## [Task prompt]
Whatever appears in the records should be given again exactly, down to the last mark.

## [Information given]
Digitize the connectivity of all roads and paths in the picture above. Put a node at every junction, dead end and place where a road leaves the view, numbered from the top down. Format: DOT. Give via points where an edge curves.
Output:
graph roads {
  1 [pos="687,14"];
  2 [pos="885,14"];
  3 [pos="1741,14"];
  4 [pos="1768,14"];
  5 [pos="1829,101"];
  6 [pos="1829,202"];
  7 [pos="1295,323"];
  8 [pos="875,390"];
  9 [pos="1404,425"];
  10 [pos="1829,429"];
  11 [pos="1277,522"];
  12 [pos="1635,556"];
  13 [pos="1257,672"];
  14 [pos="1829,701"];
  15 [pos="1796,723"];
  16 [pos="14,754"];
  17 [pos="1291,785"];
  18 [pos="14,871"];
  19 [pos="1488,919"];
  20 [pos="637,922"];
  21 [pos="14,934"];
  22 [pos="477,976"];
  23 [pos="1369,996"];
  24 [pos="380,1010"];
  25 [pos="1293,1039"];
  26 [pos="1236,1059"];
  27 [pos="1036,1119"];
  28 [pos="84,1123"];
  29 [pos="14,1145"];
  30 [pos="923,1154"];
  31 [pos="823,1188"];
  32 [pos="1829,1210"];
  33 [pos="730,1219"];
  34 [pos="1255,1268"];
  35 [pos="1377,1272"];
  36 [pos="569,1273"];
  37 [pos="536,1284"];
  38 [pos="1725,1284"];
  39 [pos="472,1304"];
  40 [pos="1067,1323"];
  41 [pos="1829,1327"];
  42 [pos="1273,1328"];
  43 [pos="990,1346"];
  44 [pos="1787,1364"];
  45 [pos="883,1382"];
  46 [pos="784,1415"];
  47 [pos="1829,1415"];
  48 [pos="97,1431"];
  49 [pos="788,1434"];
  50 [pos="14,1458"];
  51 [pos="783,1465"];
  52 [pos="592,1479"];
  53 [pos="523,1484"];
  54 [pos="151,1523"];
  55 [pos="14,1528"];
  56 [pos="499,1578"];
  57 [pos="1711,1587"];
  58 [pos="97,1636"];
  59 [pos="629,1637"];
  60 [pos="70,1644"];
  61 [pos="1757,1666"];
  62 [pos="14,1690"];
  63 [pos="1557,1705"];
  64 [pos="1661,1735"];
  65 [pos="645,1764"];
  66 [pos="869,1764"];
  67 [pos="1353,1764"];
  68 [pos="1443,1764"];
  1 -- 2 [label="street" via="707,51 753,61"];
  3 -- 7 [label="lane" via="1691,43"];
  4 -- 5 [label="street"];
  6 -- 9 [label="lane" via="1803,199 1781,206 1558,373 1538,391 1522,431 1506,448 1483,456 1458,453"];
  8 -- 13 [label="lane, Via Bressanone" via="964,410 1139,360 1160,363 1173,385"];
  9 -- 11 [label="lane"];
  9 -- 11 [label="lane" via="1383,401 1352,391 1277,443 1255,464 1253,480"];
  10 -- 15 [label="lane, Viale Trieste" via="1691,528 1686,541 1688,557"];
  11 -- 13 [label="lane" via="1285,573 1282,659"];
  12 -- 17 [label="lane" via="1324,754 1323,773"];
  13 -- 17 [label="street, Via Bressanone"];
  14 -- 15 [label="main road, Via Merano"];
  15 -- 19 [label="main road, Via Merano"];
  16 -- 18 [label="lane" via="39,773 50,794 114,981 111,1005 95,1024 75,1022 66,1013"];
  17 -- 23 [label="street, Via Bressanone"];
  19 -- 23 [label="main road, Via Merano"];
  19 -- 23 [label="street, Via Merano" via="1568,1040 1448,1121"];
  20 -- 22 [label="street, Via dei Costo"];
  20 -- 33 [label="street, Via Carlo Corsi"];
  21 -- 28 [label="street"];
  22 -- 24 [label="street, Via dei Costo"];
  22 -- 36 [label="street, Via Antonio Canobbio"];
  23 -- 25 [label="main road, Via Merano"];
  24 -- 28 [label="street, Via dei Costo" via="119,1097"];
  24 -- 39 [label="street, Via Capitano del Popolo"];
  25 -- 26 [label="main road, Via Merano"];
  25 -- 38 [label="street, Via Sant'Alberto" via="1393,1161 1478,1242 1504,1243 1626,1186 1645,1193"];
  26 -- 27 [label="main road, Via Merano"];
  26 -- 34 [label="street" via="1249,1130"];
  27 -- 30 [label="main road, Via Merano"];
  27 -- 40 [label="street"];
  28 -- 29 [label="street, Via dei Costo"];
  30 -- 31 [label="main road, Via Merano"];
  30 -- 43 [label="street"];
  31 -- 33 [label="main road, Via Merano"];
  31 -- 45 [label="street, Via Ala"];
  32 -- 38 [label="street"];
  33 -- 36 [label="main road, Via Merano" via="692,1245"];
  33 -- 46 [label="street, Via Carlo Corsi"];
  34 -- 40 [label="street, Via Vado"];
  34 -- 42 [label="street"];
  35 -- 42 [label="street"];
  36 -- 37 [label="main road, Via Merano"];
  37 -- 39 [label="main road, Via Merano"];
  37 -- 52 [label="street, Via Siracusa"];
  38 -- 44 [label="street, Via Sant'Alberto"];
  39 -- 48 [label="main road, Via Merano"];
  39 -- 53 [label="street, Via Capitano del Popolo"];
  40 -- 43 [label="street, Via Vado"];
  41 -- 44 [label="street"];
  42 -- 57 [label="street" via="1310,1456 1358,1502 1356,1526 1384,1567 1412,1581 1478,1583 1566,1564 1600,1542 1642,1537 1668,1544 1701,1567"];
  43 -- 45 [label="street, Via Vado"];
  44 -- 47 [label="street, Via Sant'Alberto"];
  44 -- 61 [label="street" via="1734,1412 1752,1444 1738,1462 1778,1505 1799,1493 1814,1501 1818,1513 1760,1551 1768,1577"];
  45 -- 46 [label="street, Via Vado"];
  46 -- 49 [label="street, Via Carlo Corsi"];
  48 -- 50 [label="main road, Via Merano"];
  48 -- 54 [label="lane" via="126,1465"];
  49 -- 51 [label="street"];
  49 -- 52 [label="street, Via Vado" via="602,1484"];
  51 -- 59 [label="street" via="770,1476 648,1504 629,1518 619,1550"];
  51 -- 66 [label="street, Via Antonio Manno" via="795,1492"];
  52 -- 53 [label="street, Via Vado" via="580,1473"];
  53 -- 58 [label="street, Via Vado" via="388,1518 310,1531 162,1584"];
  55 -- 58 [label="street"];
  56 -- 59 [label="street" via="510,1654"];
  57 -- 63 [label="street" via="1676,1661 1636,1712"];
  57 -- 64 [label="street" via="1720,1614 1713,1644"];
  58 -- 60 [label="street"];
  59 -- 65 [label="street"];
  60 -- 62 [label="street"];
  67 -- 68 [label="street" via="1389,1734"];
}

## [Answer to the problem]
Digitize the connectivity of all roads and paths in the picture above. Put a node at every junction, dead end and place where a road leaves the view, numbered from the top down. Format: DOT. Give via points where an edge curves.
Output:
graph roads {
  1 [pos="687,14"];
  2 [pos="885,14"];
  3 [pos="1741,14"];
  4 [pos="1768,14"];
  5 [pos="1829,101"];
  6 [pos="1829,202"];
  7 [pos="1295,323"];
  8 [pos="875,390"];
  9 [pos="1404,425"];
  10 [pos="1829,429"];
  11 [pos="1277,522"];
  12 [pos="1635,556"];
  13 [pos="1257,672"];
  14 [pos="1829,701"];
  15 [pos="1796,723"];
  16 [pos="14,754"];
  17 [pos="1291,785"];
  18 [pos="14,871"];
  19 [pos="1488,919"];
  20 [pos="637,922"];
  21 [pos="14,934"];
  22 [pos="477,976"];
  23 [pos="1369,996"];
  24 [pos="380,1010"];
  25 [pos="1293,1039"];
  26 [pos="1236,1059"];
  27 [pos="1036,1119"];
  28 [pos="84,1123"];
  29 [pos="14,1145"];
  30 [pos="923,1154"];
  31 [pos="823,1188"];
  32 [pos="1829,1210"];
  33 [pos="730,1219"];
  34 [pos="1255,1268"];
  35 [pos="1377,1272"];
  36 [pos="569,1273"];
  37 [pos="536,1284"];
  38 [pos="1725,1284"];
  39 [pos="472,1304"];
  40 [pos="1067,1323"];
  41 [pos="1829,1327"];
  42 [pos="1273,1328"];
  43 [pos="990,1346"];
  44 [pos="1787,1364"];
  45 [pos="883,1382"];
  46 [pos="784,1415"];
  47 [pos="1829,1415"];
  48 [pos="97,1431"];
  49 [pos="788,1434"];
  50 [pos="14,1458"];
  51 [pos="783,1465"];
  52 [pos="592,1479"];
  53 [pos="523,1484"];
  54 [pos="151,1523"];
  55 [pos="14,1528"];
  56 [pos="499,1578"];
  57 [pos="1711,1587"];
  58 [pos="97,1636"];
  59 [pos="629,1637"];
  60 [pos="70,1644"];
  61 [pos="1757,1666"];
  62 [pos="14,1690"];
  63 [pos="1557,1705"];
  64 [pos="1661,1735"];
  65 [pos="645,1764"];
  66 [pos="869,1764"];
  67 [pos="1353,1764"];
  68 [pos="1443,1764"];
  1 -- 2 [label="street" via="707,51 753,61"];
  3 -- 7 [label="lane" via="1691,43"];
  4 -- 5 [label="street"];
  6 -- 9 [label="lane" via="1803,199 1781,206 1558,373 1538,391 1522,431 1506,448 1483,456 1458,453"];
  8 -- 13 [label="lane, Via Bressanone" via="964,410 1139,360 1160,363 1173,385"];
  9 -- 11 [label="lane"];
  9 -- 11 [label="lane" via="1383,401 1352,391 1277,443 1255,464 1253,480"];
  10 -- 15 [label="lane, Viale Trieste" via="1691,528 1686,541 1688,557"];
  11 -- 13 [label="lane" via="1285,573 1282,659"];
  12 -- 17 [label="lane" via="1324,754 1323,773"];
  13 -- 17 [label="street, Via Bressanone"];
  14 -- 15 [label="main road, Via Merano"];
  15 -- 19 [label="main road, Via Merano"];
  16 -- 18 [label="lane" via="39,773 50,794 114,981 111,1005 95,1024 75,1022 66,1013"];
  17 -- 23 [label="street, Via Bressanone"];
  19 -- 23 [label="main road, Via Merano"];
  19 -- 23 [label="street, Via Merano" via="1568,1040 1448,1121"];
  20 -- 22 [label="street, Via dei Costo"];
  20 -- 33 [label="street, Via Carlo Corsi"];
  21 -- 28 [label="street"];
  22 -- 24 [label="street, Via dei Costo"];
  22 -- 36 [label="street, Via Antonio Canobbio"];
  23 -- 25 [label="main road, Via Merano"];
  24 -- 28 [label="street, Via dei Costo" via="119,1097"];
  24 -- 39 [label="street, Via Capitano del Popolo"];
  25 -- 26 [label="main road, Via Merano"];
  25 -- 38 [label="street, Via Sant'Alberto" via="1393,1161 1478,1242 1504,1243 1626,1186 1645,1193"];
  26 -- 27 [label="main road, Via Merano"];
  26 -- 34 [label="street" via="1249,1130"];
  27 -- 30 [label="main road, Via Merano"];
  27 -- 40 [label="street"];
  28 -- 29 [label="street, Via dei Costo"];
  30 -- 31 [label="main road, Via Merano"];
  30 -- 43 [label="street"];
  31 -- 33 [label="main road, Via Merano"];
  31 -- 45 [label="street, Via Ala"];
  32 -- 38 [label="street"];
  33 -- 36 [label="main road, Via Merano" via="692,1245"];
  33 -- 46 [label="street, Via Carlo Corsi"];
  34 -- 40 [label="street, Via Vado"];
  34 -- 42 [label="street"];
  35 -- 42 [label="street"];
  36 -- 37 [label="main road, Via Merano"];
  37 -- 39 [label="main road, Via Merano"];
  37 -- 52 [label="street, Via Siracusa"];
  38 -- 44 [label="street, Via Sant'Alberto"];
  39 -- 48 [label="main road, Via Merano"];
  39 -- 53 [label="street, Via Capitano del Popolo"];
  40 -- 43 [label="street, Via Vado"];
  41 -- 44 [label="street"];
  42 -- 57 [label="street" via="1310,1456 1358,1502 1356,1526 1384,1567 1412,1581 1478,1583 1566,1564 1600,1542 1642,1537 1668,1544 1701,1567"];
  43 -- 45 [label="street, Via Vado"];
  44 -- 47 [label="street, Via Sant'Alberto"];
  44 -- 61 [label="street" via="1734,1412 1752,1444 1738,1462 1778,1505 1799,1493 1814,1501 1818,1513 1760,1551 1768,1577"];
  45 -- 46 [label="street, Via Vado"];
  46 -- 49 [label="street, Via Carlo Corsi"];
  48 -- 50 [label="main road, Via Merano"];
  48 -- 54 [label="lane" via="126,1465"];
  49 -- 51 [label="street"];
  49 -- 52 [label="street, Via Vado" via="602,1484"];
  51 -- 59 [label="street" via="770,1476 648,1504 629,1518 619,1550"];
  51 -- 66 [label="street, Via Antonio Manno" via="795,1492"];
  52 -- 53 [label="street, Via Vado" via="580,1473"];
  53 -- 58 [label="street, Via Vado" via="388,1518 310,1531 162,1584"];
  55 -- 58 [label="street"];
  56 -- 59 [label="street" via="510,1654"];
  57 -- 63 [label="street" via="1676,1661 1636,1712"];
  57 -- 64 [label="street" via="1720,1614 1713,1644"];
  58 -- 60 [label="street"];
  59 -- 65 [label="street"];
  60 -- 62 [label="street"];
  67 -- 68 [label="street" via="1389,1734"];
}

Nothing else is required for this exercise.